CINCINNATI, OHIO, September 20, 2017 - Multi-Color Corporation (NASDAQ: LABL) announced today that it has agreed to sell $600 million aggregate principal amount (representing a $120 million increase in principal amount from the previously announced private offering) of its 4.875% senior notes due 2025 in a private offering. Multi-Color intends to close the transaction on or around October 4, 2017. The gross proceeds of the notes offering (plus an amount related to interest that would accrue on the notes through a specified date) will initially be deposited in an escrow account pending satisfaction of certain conditions, including consummation of the acquisition of the Labels Division of Constantia Flexibles GmbH. Upon satisfaction of the escrow conditions, Multi-Color intends to apply the net proceeds of the sale of the notes, in part, to (i) repay outstanding borrowings under its existing senior secured revolving credit facilities, (ii) fund part of the cash portion of the purchase price payable in connection with the consummation of the Constantia Labels acquisition, and (iii) pay fees and expenses in connection with consummation of the Constantia Labels acquisition, entering into certain senior secured credit facilities and the offering of the notes. Multi-Color currently intends to enter into a new credit agreement pursuant to which Multi-Color will borrow under revolving credit facilities, a term loan A facility and a term loan B facility concurrently with the closing of the Constantia Labels acquisition.

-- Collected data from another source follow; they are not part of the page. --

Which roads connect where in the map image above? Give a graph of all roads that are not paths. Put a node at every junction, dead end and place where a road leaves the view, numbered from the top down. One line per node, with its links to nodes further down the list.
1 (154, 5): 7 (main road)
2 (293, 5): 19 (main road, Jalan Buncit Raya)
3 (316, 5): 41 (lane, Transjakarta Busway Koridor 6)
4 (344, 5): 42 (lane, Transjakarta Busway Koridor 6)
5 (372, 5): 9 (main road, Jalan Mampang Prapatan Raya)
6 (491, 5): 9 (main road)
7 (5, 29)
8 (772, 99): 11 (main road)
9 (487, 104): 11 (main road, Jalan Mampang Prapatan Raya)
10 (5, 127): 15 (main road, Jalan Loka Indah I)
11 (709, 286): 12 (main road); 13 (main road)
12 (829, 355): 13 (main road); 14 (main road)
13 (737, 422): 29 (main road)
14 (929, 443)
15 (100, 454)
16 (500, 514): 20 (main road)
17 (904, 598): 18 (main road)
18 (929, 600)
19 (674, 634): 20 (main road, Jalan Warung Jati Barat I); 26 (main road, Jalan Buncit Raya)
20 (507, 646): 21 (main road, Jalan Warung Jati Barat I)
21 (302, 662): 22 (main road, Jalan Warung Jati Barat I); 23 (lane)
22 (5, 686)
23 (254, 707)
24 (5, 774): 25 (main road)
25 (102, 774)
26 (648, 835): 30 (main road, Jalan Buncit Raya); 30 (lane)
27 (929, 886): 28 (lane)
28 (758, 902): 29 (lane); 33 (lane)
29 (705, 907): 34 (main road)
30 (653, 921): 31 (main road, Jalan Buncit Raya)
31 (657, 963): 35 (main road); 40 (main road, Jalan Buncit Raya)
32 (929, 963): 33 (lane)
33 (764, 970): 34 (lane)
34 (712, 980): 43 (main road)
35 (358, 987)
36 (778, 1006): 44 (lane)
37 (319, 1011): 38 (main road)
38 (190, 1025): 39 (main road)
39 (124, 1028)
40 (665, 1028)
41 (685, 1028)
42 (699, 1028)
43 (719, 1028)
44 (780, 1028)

The Company has also announced that it has modified the terms of its commenced syndication of a senior secured term loan B facility which will be a component of the $1,050 million senior secured credit facilities that the Company intends to negotiate and enter into in conjunction with the Constantia Labels acquisition. As they are proposed to be modified, the senior secured credit facilities are expected to be comprised of (i) a $400 million senior secured revolving credit facility, with a five-year maturity, (ii) a $150 million senior secured term loan A facility, with a five year maturity, and (iii) a $500 million senior secured term loan B facility, with a seven year maturity.

The notes have not been and will not be registered under the Securities Act of 1933, as amended, or applicable state or foreign securities laws, and will be offered only to qualified institutional buyers in reliance on Rule 144A and in offshore transactions pursuant to Regulation S under the Securities Act. Unless so registered, the notes shall not be offered or sold in any jurisdiction except pursuant to an exemption from the registration requirements of the Securities Act and applicable state and foreign securities laws.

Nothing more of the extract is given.